I wanted chocolate, a newspaper and a printer...so far

And I must buy road tax and washing up liquid

Tuesday, August 01, 2006

What I Did On My Recent Four Days Off Work

Tuesday evening: Watched BB nominations and had a shower.

Tuesday early evening: Done up like a kipper during home visit from our financial advisor Mr GFK. Dogs return from scunging.

Tuesday midday: Zoë and I visited Matty and Leitrim Sister and saw highlights of the video from her birthday in Kerry. Best bit for me was Matty mistaking video camera for a still camera and grabbing hold of the nearest grandchild to pose rigidly for photograph.

Tuesday morning: Visitors all use Nellybert shower (not at once) after hearing that it was tourist attraction comparable to Carrick-a-rede Rope Bridge only cheaper. Dogs escape and go scunging.

Monday evening: Musical evening and supper at Nellybert’s. 9 out of 10 people agree that Tor is best guitarist ever to play Nellybert smoking room. Sorry other guitarists who may read this but he is.

Monday afternoon: Cooking marathon.

Monday midday: Shopping marathon.

Sunday evening: Delightful evening with the Stray Toasters at Galgorm Manor Hotel followed by dreadful breach of etiquette by self. (Top secret – need to know basis only)

Sunday afternoon: Hanging about reading the papers sort of thing.

Sunday morning: Bed mostly.

Saturday evening: Swisser visits, eats all the chocolate and tells tall tales as usual. Harry murders rabbit.
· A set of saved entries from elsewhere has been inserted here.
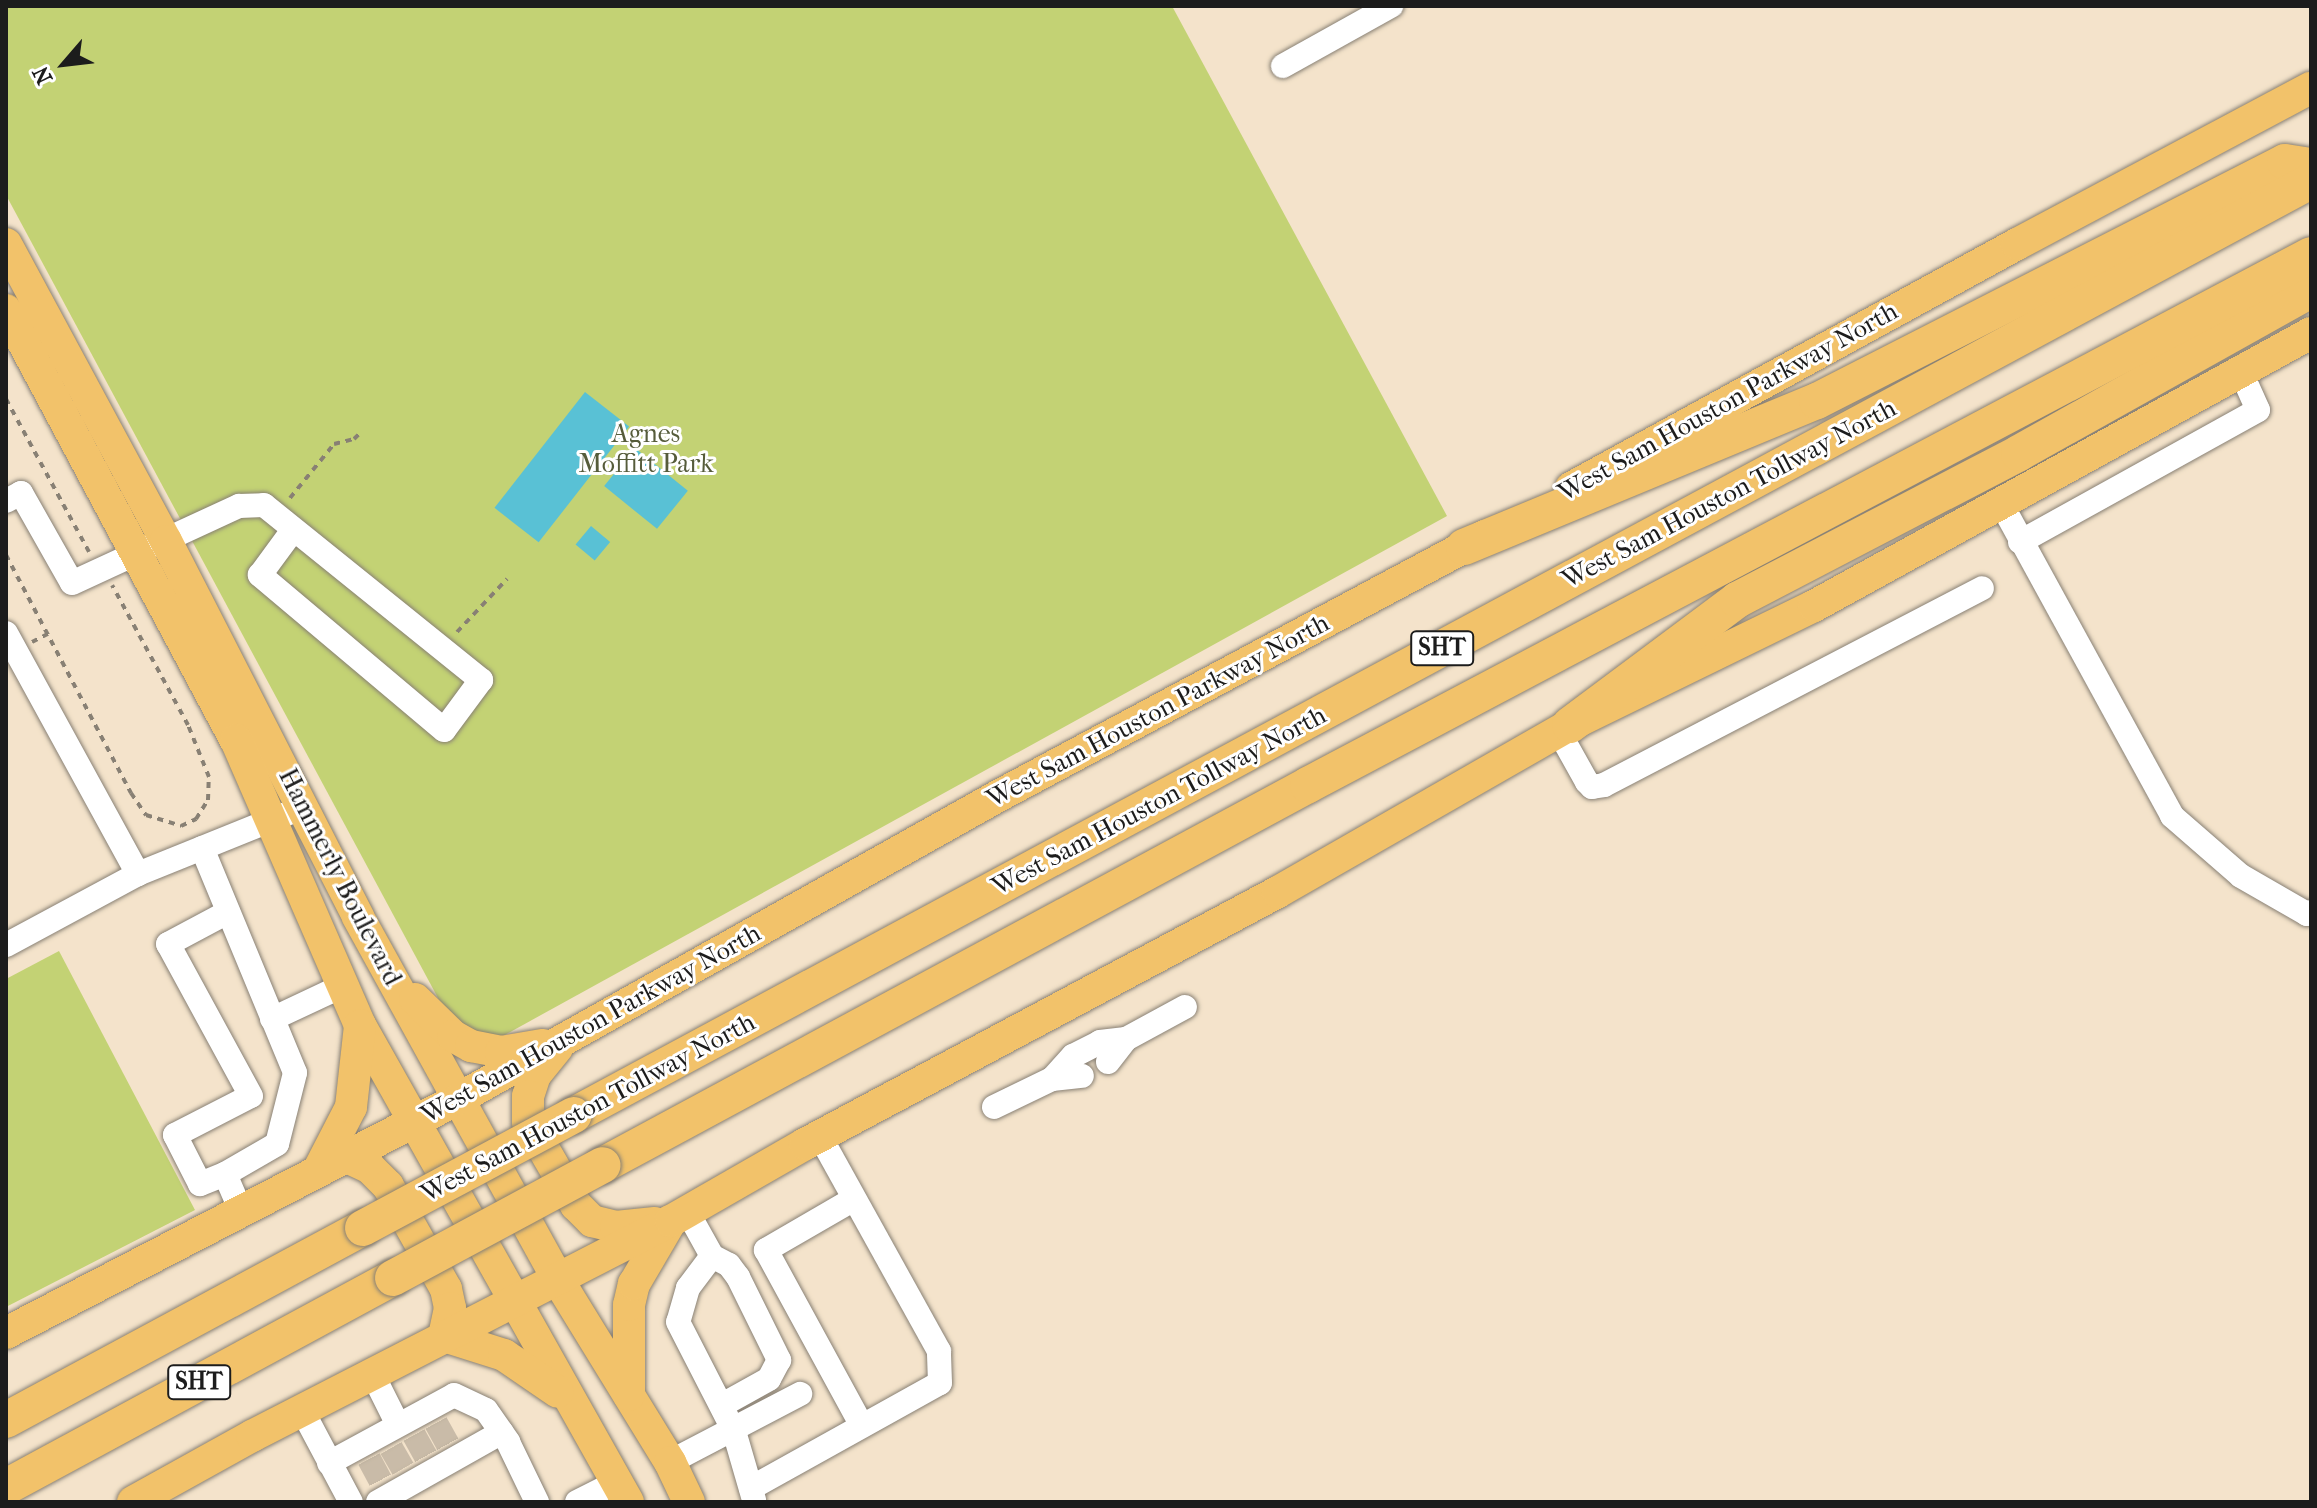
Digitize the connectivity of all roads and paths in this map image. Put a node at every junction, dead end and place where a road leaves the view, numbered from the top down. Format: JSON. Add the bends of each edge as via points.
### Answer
{"nodes":[{"id":1,"x":1391,"y":6,"type":"edge"},
{"id":2,"x":1283,"y":66,"type":"dead end"},
{"id":3,"x":2311,"y":88,"type":"edge"},
{"id":4,"x":2311,"y":166,"type":"edge"},
{"id":5,"x":2311,"y":181,"type":"edge"},
{"id":6,"x":6,"y":244,"type":"edge"},
{"id":7,"x":2311,"y":255,"type":"edge"},
{"id":8,"x":15,"y":283,"type":"edge"},
{"id":9,"x":2311,"y":290,"type":"edge"},
{"id":10,"x":6,"y":310,"type":"edge"},
{"id":11,"x":2311,"y":333,"type":"edge"},
{"id":12,"x":2241,"y":372,"type":"junction"},
{"id":13,"x":6,"y":399,"type":"edge"},
{"id":14,"x":359,"y":434,"type":"dead end"},
{"id":15,"x":6,"y":501,"type":"edge"},
{"id":16,"x":2002,"y":505,"type":"junction"},
{"id":17,"x":285,"y":523,"type":"junction"},
{"id":18,"x":166,"y":541,"type":"junction"},
{"id":19,"x":2020,"y":542,"type":"junction"},
{"id":20,"x":1464,"y":547,"type":"junction"},
{"id":21,"x":136,"y":553,"type":"junction"},
{"id":22,"x":6,"y":555,"type":"edge"},
{"id":23,"x":100,"y":570,"type":"junction"},
{"id":24,"x":507,"y":579,"type":"dead end"},
{"id":25,"x":1982,"y":588,"type":"dead end"},
{"id":26,"x":6,"y":633,"type":"edge"},
{"id":27,"x":442,"y":649,"type":"junction"},
{"id":28,"x":1564,"y":729,"type":"junction"},
{"id":29,"x":304,"y":807,"type":"junction"},
{"id":30,"x":272,"y":820,"type":"junction"},
{"id":31,"x":202,"y":848,"type":"junction"},
{"id":32,"x":138,"y":874,"type":"junction"},
{"id":33,"x":228,"y":912,"type":"junction"},
{"id":34,"x":2311,"y":912,"type":"edge"},
{"id":35,"x":6,"y":945,"type":"edge"},
{"id":36,"x":390,"y":974,"type":"junction"},
{"id":37,"x":340,"y":987,"type":"junction"},
{"id":38,"x":1185,"y":1007,"type":"dead end"},
{"id":39,"x":272,"y":1019,"type":"junction"},
{"id":40,"x":360,"y":1025,"type":"junction"},
{"id":41,"x":1126,"y":1039,"type":"junction"},
{"id":42,"x":562,"y":1043,"type":"junction"},
{"id":43,"x":1108,"y":1062,"type":"dead end"},
{"id":44,"x":295,"y":1073,"type":"junction"},
{"id":45,"x":1082,"y":1076,"type":"dead end"},
{"id":46,"x":1052,"y":1079,"type":"junction"},
{"id":47,"x":251,"y":1096,"type":"junction"},
{"id":48,"x":458,"y":1099,"type":"junction"},
{"id":49,"x":994,"y":1107,"type":"dead end"},
{"id":50,"x":413,"y":1123,"type":"junction"},
{"id":51,"x":820,"y":1136,"type":"junction"},
{"id":52,"x":277,"y":1144,"type":"junction"},
{"id":53,"x":349,"y":1158,"type":"junction"},
{"id":54,"x":225,"y":1174,"type":"junction"},
{"id":55,"x":306,"y":1176,"type":"junction"},
{"id":56,"x":854,"y":1199,"type":"junction"},
{"id":57,"x":241,"y":1211,"type":"junction"},
{"id":58,"x":679,"y":1216,"type":"junction"},
{"id":59,"x":712,"y":1256,"type":"junction"},
{"id":60,"x":558,"y":1280,"type":"junction"},
{"id":61,"x":513,"y":1302,"type":"junction"},
{"id":62,"x":6,"y":1333,"type":"edge"},
{"id":63,"x":444,"y":1336,"type":"junction"},
{"id":64,"x":372,"y":1373,"type":"junction"},
{"id":65,"x":800,"y":1394,"type":"dead end"},
{"id":66,"x":629,"y":1396,"type":"junction"},
{"id":67,"x":571,"y":1402,"type":"junction"},
{"id":68,"x":722,"y":1405,"type":"junction"},
{"id":69,"x":302,"y":1410,"type":"junction"},
{"id":70,"x":6,"y":1420,"type":"edge"},
{"id":71,"x":862,"y":1426,"type":"junction"},
{"id":72,"x":734,"y":1431,"type":"junction"},
{"id":73,"x":399,"y":1432,"type":"junction"},
{"id":74,"x":502,"y":1432,"type":"junction"},
{"id":75,"x":670,"y":1462,"type":"junction"},
{"id":76,"x":329,"y":1463,"type":"junction"},
{"id":77,"x":6,"y":1487,"type":"edge"},
{"id":78,"x":623,"y":1492,"type":"edge"},
{"id":79,"x":382,"y":1493,"type":"edge"},
{"id":80,"x":753,"y":1495,"type":"edge"},
{"id":81,"x":133,"y":1502,"type":"edge"},
{"id":82,"x":351,"y":1502,"type":"edge"},
{"id":83,"x":537,"y":1502,"type":"edge"},
{"id":84,"x":577,"y":1502,"type":"edge"},
{"id":85,"x":689,"y":1502,"type":"edge"}],
"edges":[{"from":1,"to":2,"type":"street"},
{"from":3,"to":20,"type":"main road","name":"West Sam Houston Parkway North"},
{"from":4,"to":20,"type":"highway","via":[[2285,162],[1817,401]]},
{"from":5,"to":70,"type":"highway","name":"West Sam Houston Tollway North","number":"SHT","bridge":true},
{"from":6,"to":8,"type":"main road","name":"Hammerly Boulevard"},
{"from":7,"to":77,"type":"highway","number":"SHT","bridge":true,"via":[[1322,778]]},
{"from":8,"to":18,"type":"main road","name":"Hammerly Boulevard"},
{"from":9,"to":28,"type":"highway","via":[[2019,453],[1737,600]]},
{"from":10,"to":21,"type":"main road","name":"Hammerly Boulevard"},
{"from":11,"to":12,"type":"main road"},
{"from":12,"to":16,"type":"main road"},
{"from":12,"to":19,"type":"street","via":[[2258,410]]},
{"from":13,"to":23,"type":"path"},
{"from":14,"to":17,"type":"path","via":[[334,444]]},
{"from":15,"to":23,"type":"street","via":[[21,493],[72,583]]},
{"from":16,"to":19,"type":"street"},
{"from":16,"to":28,"type":"main road","via":[[1814,606]]},
{"from":17,"to":18,"type":"street","via":[[264,505],[239,506]]},
{"from":17,"to":27,"type":"street"},
{"from":17,"to":27,"type":"street","via":[[260,575],[444,730],[481,680]]},
{"from":18,"to":21,"type":"street"},
{"from":18,"to":29,"type":"main road","name":"Hammerly Boulevard"},
{"from":19,"to":34,"type":"street","via":[[2172,816],[2241,876]]},
{"from":20,"to":42,"type":"main road","name":"West Sam Houston Parkway North","via":[[1000,795]]},
{"from":21,"to":23,"type":"street"},
{"from":21,"to":30,"type":"main road","name":"Hammerly Boulevard","via":[[236,740]]},
{"from":22,"to":23,"type":"path","via":[[131,793],[146,815],[181,826],[196,819],[208,800],[209,777],[188,725]]},
{"from":24,"to":27,"type":"path"},
{"from":25,"to":28,"type":"street","via":[[1604,785],[1592,787],[1587,782]]},
{"from":26,"to":32,"type":"street"},
{"from":28,"to":51,"type":"main road","via":[[1278,892]]},
{"from":29,"to":30,"type":"street"},
{"from":29,"to":36,"type":"main road","name":"Hammerly Boulevard"},
{"from":30,"to":31,"type":"street"},
{"from":30,"to":37,"type":"main road","name":"Hammerly Boulevard"},
{"from":31,"to":32,"type":"street"},
{"from":31,"to":33,"type":"street"},
{"from":32,"to":35,"type":"street"},
{"from":33,"to":39,"type":"street"},
{"from":33,"to":47,"type":"street","via":[[168,944]]},
{"from":36,"to":42,"type":"main road","via":[[453,1036],[471,1046],[501,1052]]},
{"from":36,"to":48,"type":"main road","name":"Hammerly Boulevard"},
{"from":37,"to":39,"type":"street"},
{"from":37,"to":40,"type":"main road","name":"Hammerly Boulevard"},
{"from":38,"to":41,"type":"street"},
{"from":39,"to":44,"type":"street"},
{"from":40,"to":50,"type":"main road","name":"Hammerly Boulevard"},
{"from":40,"to":55,"type":"main road","via":[[351,1107]]},
{"from":41,"to":43,"type":"street"},
{"from":41,"to":46,"type":"street","via":[[1100,1042],[1073,1056]]},
{"from":42,"to":48,"type":"main road","name":"West Sam Houston Parkway North"},
{"from":42,"to":58,"type":"main road","via":[[535,1075],[528,1122],[576,1205],[592,1221],[616,1227]]},
{"from":44,"to":47,"type":"street"},
{"from":44,"to":52,"type":"street"},
{"from":45,"to":46,"type":"street"},
{"from":46,"to":49,"type":"street"},
{"from":47,"to":54,"type":"street","via":[[175,1135],[200,1184]]},
{"from":48,"to":50,"type":"main road","name":"West Sam Houston Parkway North"},
{"from":48,"to":60,"type":"main road","name":"Hammerly Boulevard"},
{"from":50,"to":53,"type":"main road","name":"West Sam Houston Parkway North"},
{"from":50,"to":61,"type":"main road","name":"Hammerly Boulevard"},
{"from":51,"to":56,"type":"street"},
{"from":51,"to":58,"type":"main road"},
{"from":52,"to":54,"type":"street"},
{"from":52,"to":55,"type":"street"},
{"from":53,"to":55,"type":"main road","name":"West Sam Houston Parkway North"},
{"from":53,"to":63,"type":"main road","via":[[370,1168],[388,1186],[446,1289],[450,1308]]},
{"from":54,"to":57,"type":"street"},
{"from":55,"to":57,"type":"main road","name":"West Sam Houston Parkway North"},
{"from":56,"to":71,"type":"street","via":[[939,1351],[940,1383]]},
{"from":56,"to":71,"type":"street","via":[[766,1250]]},
{"from":57,"to":62,"type":"main road","name":"West Sam Houston Parkway North"},
{"from":58,"to":59,"type":"street"},
{"from":58,"to":60,"type":"main road"},
{"from":58,"to":66,"type":"main road","via":[[634,1284],[629,1305]]},
{"from":59,"to":68,"type":"street","via":[[688,1288],[678,1322]]},
{"from":59,"to":68,"type":"street","via":[[738,1277],[779,1360],[769,1379]]},
{"from":60,"to":61,"type":"main road"},
{"from":60,"to":66,"type":"main road","name":"Hammerly Boulevard"},
{"from":61,"to":63,"type":"main road"},
{"from":61,"to":67,"type":"main road","name":"Hammerly Boulevard"},
{"from":63,"to":64,"type":"main road"},
{"from":63,"to":67,"type":"main road","via":[[517,1361]]},
{"from":64,"to":69,"type":"main road"},
{"from":64,"to":73,"type":"street"},
{"from":65,"to":72,"type":"street"},
{"from":66,"to":75,"type":"main road","name":"Hammerly Boulevard"},
{"from":67,"to":78,"type":"main road","name":"Hammerly Boulevard"},
{"from":68,"to":72,"type":"street"},
{"from":69,"to":76,"type":"street"},
{"from":69,"to":81,"type":"main road"},
{"from":71,"to":80,"type":"street"},
{"from":72,"to":75,"type":"street"},
{"from":72,"to":80,"type":"street"},
{"from":73,"to":74,"type":"street","via":[[433,1416],[454,1395],[486,1410]]},
{"from":73,"to":76,"type":"street","via":[[366,1452]]},
{"from":74,"to":79,"type":"street","via":[[452,1452]]},
{"from":74,"to":83,"type":"street"},
{"from":75,"to":85,"type":"main road","name":"Hammerly Boulevard"},
{"from":76,"to":82,"type":"street"},
{"from":78,"to":84,"type":"street"}]}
Saturday afternoon: Delightful afternoon spent in company of Marc, Ed, The Broom, Hannah & Jamie. Also met Jaffs for unfortunately far too brief a time. I sat beside Ed but treated him with utmost respect the whole time. Beowulf was unable to make it and was sadly missed especially by the ladies of the company. Self included. Of course.

Saturday morning: Drinking lots of tea, eating nothing, recovering from….

Very early Saturday morning: Delayed allergic reaction to Tinkerton. Very poorly indeed.

I'm Not One To Boast But...

Those who know me also know I’m not one to boast but… I do make exceedingly good pastry. The secret is Neill’s flour, butter (not marge) and a light handling. After that you cannot really fail. Yesterday I made a cheese & spinach pie for Jamie, Hannah and their friends. The spinach was home grown and there were three kinds of cheese in the pie. It was good.

I also made Rabia Chicken (p137, The Curry Book), which is chicken drumsticks cooked in a mix of fresh ginger and garlic with added dried spices. Tor, who is from Thailand, said it was the best which was praise indeed. But it still needs to pass this man’s taste test before it can be pronounced a truly great dish. We shall see.

And as if that were not enough compliments for one evening I had my head truly turned when Bert declared that my apple cinnamon sponge (with battered cream) was sublime and medicinal. He swore that it boosts the immune system and fights depression far more effectively than Seroxat or Prozac. This morning he said that it was the best aid ever for a deep and restful night's sleep.

So far the aphrodisiac powers of my apple cinnamon sponge remain untested.